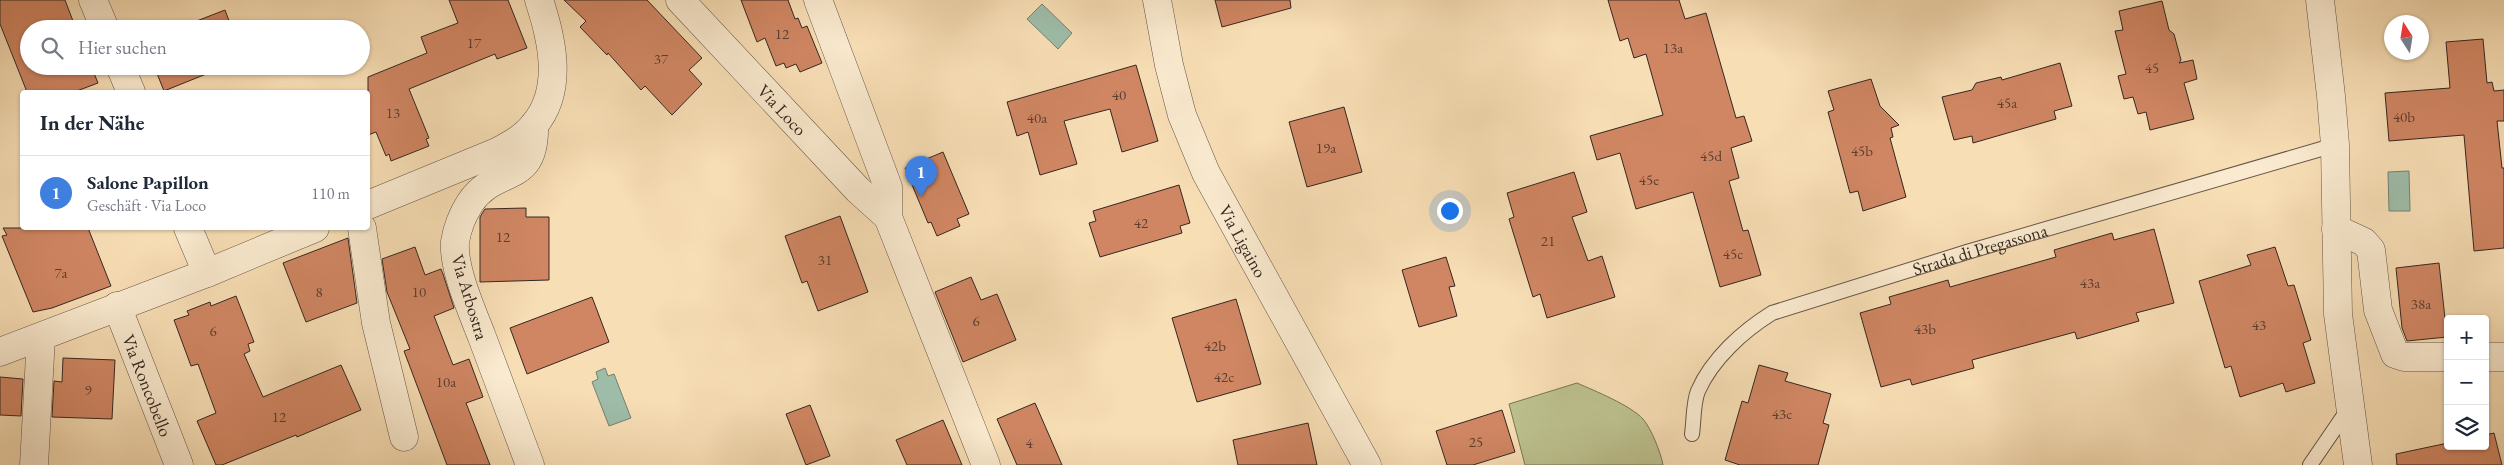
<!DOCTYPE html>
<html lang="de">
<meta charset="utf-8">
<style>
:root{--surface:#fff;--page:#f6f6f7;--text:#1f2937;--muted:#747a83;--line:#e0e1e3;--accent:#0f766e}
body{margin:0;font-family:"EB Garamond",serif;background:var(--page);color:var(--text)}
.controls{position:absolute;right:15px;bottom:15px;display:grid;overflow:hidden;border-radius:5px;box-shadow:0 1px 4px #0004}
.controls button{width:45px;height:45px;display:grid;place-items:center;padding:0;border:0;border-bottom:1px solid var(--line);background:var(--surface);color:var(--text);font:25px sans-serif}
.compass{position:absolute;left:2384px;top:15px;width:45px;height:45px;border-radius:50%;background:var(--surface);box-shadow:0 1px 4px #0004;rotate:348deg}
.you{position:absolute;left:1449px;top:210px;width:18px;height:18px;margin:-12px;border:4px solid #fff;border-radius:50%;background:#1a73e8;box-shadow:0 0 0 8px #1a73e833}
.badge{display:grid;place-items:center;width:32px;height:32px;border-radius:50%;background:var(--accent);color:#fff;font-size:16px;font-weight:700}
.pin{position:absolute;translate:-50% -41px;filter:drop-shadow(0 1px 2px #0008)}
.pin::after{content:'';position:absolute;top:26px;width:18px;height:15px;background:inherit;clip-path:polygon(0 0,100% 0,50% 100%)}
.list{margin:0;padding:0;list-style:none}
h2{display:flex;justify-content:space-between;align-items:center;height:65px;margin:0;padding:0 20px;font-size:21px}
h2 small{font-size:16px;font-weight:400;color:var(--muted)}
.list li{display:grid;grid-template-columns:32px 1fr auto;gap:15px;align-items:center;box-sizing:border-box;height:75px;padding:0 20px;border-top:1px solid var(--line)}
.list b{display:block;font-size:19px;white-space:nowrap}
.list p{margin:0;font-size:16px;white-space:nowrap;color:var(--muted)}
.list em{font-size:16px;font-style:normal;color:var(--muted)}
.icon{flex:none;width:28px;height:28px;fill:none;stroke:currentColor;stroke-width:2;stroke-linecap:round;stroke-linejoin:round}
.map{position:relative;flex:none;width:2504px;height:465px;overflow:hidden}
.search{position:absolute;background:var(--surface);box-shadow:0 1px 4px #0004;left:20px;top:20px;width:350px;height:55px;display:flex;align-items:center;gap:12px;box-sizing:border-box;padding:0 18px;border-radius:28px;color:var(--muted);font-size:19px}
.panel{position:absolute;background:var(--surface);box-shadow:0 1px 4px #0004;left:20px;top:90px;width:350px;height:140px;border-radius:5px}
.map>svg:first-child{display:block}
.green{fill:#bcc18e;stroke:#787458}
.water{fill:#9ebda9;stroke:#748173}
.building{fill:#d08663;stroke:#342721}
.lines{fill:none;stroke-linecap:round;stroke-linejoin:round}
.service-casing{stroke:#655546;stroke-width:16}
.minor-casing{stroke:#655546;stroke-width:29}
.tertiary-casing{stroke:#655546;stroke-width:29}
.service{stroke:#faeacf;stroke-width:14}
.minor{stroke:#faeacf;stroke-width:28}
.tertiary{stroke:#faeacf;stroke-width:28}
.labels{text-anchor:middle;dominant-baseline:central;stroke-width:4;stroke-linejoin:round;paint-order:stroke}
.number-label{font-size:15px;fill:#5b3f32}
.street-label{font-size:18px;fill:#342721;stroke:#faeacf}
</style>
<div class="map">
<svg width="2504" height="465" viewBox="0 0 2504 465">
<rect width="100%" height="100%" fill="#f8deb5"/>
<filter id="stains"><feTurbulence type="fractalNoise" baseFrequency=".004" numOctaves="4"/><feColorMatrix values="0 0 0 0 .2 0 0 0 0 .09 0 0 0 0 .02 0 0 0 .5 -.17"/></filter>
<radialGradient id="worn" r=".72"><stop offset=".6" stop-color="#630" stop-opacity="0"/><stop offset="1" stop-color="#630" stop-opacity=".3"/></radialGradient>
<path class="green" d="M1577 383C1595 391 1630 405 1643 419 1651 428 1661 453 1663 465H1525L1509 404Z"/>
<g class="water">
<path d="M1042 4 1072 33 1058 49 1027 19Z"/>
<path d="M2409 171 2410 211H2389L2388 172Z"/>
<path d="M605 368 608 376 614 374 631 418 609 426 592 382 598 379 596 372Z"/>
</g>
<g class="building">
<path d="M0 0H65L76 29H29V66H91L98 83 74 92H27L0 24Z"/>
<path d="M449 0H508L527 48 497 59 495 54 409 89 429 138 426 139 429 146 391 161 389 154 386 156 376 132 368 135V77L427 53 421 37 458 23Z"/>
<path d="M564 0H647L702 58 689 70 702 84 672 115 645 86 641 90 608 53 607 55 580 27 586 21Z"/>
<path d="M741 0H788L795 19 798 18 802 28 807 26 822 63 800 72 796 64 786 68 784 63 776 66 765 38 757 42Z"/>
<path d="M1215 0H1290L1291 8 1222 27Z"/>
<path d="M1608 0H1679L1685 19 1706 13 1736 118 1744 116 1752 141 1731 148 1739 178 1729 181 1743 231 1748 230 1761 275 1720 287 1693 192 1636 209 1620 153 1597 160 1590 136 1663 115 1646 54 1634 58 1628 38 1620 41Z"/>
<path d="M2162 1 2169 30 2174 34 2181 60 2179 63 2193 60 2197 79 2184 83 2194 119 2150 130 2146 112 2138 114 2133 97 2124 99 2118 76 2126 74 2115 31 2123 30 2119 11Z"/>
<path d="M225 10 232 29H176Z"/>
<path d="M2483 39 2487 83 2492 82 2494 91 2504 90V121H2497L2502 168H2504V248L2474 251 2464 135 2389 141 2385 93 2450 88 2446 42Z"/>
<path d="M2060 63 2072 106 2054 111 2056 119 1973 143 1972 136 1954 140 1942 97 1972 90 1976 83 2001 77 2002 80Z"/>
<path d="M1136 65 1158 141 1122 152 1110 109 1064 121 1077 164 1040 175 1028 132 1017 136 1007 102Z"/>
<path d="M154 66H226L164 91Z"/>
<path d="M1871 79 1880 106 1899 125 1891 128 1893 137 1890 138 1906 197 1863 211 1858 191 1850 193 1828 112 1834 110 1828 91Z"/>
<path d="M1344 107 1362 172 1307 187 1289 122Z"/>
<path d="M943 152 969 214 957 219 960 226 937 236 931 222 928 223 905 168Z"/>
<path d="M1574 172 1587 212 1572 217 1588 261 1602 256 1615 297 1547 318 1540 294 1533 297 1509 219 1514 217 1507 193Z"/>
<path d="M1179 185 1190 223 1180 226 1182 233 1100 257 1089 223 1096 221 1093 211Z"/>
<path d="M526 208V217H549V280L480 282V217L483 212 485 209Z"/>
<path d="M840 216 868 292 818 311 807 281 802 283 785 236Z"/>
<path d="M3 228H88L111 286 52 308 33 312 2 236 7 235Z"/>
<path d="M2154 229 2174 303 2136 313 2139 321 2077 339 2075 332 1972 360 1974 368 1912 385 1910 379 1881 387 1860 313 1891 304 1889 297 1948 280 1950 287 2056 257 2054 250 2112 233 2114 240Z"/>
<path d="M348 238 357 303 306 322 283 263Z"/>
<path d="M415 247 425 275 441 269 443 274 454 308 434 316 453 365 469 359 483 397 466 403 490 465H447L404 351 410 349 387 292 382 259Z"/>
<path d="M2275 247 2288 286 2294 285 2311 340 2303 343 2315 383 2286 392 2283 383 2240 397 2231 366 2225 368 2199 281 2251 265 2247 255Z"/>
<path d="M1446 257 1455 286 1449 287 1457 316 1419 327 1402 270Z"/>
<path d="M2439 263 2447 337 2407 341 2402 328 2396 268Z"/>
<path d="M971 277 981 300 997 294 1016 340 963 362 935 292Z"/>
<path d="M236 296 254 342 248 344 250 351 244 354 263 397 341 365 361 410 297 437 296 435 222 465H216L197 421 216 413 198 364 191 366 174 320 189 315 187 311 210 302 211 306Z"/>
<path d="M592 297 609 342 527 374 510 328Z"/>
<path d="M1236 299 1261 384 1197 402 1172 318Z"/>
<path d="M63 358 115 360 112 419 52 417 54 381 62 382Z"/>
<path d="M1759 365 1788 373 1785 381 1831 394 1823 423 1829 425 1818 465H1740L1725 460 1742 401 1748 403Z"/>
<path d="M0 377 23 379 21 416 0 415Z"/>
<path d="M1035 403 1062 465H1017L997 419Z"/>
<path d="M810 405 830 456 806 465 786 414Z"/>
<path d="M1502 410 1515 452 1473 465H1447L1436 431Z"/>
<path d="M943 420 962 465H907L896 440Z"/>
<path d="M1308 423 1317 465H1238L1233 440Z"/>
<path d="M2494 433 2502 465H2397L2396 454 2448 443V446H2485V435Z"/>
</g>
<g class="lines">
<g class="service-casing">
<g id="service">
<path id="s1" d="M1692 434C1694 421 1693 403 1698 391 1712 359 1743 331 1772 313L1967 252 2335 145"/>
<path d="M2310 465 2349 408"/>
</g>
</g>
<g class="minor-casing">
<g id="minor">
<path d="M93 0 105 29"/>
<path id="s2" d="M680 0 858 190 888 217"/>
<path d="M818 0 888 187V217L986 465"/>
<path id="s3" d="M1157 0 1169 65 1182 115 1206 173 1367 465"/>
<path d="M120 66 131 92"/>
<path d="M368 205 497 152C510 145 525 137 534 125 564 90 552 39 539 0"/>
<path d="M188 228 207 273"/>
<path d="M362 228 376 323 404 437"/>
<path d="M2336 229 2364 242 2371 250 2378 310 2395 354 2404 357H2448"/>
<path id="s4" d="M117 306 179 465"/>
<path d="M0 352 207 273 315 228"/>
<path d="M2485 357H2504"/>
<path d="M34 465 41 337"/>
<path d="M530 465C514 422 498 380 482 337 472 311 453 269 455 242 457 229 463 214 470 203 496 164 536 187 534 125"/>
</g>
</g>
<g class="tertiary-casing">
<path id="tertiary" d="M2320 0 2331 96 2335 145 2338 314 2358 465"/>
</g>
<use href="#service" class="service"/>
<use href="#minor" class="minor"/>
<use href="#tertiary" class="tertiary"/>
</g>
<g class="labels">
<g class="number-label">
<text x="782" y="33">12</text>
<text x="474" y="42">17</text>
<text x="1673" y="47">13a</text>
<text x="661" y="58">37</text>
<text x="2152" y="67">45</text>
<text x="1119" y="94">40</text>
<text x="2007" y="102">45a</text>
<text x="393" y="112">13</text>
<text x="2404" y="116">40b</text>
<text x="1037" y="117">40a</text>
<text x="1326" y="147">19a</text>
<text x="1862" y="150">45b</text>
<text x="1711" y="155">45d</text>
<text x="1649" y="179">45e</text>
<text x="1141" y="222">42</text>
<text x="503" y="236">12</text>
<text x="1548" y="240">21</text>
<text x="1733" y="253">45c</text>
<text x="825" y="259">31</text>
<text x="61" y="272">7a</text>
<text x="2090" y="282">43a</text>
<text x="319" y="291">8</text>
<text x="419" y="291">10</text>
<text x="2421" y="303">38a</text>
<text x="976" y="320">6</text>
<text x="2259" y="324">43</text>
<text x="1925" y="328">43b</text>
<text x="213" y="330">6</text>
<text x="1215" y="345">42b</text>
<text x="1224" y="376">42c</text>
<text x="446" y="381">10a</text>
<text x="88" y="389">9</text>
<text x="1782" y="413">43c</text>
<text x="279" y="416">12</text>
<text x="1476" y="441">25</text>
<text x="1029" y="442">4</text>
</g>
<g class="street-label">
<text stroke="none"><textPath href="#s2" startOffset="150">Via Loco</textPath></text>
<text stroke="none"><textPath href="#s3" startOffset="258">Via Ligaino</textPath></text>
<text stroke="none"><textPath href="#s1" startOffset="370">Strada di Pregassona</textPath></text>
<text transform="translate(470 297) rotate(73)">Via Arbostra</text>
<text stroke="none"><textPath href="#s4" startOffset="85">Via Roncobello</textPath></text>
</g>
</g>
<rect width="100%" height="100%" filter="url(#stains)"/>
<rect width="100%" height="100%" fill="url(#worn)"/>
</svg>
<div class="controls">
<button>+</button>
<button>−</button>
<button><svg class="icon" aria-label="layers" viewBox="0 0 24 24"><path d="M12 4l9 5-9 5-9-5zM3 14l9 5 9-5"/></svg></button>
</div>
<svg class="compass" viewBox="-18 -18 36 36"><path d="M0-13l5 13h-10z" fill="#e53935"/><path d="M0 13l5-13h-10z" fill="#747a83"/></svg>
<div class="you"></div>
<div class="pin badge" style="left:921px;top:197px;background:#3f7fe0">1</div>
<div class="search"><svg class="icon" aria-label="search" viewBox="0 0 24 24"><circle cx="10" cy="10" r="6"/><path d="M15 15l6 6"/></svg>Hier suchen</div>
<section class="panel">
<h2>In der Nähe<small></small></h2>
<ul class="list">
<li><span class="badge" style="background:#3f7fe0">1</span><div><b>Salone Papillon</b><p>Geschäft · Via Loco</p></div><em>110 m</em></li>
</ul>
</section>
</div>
----------------
GOAL OF THE EXERCISE:
Each line above that has the word "controls" should be copied.

ANSWER BELOW:
.controls{position:absolute;right:15px;bottom:15px;display:grid;overflow:hidden;border-radius:5px;box-shadow:0 1px 4px #0004}
.controls button{width:45px;height:45px;display:grid;place-items:center;padding:0;border:0;border-bottom:1px solid var(--line);background:var(--surface);color:var(--text);font:25px sans-serif}
<div class="controls">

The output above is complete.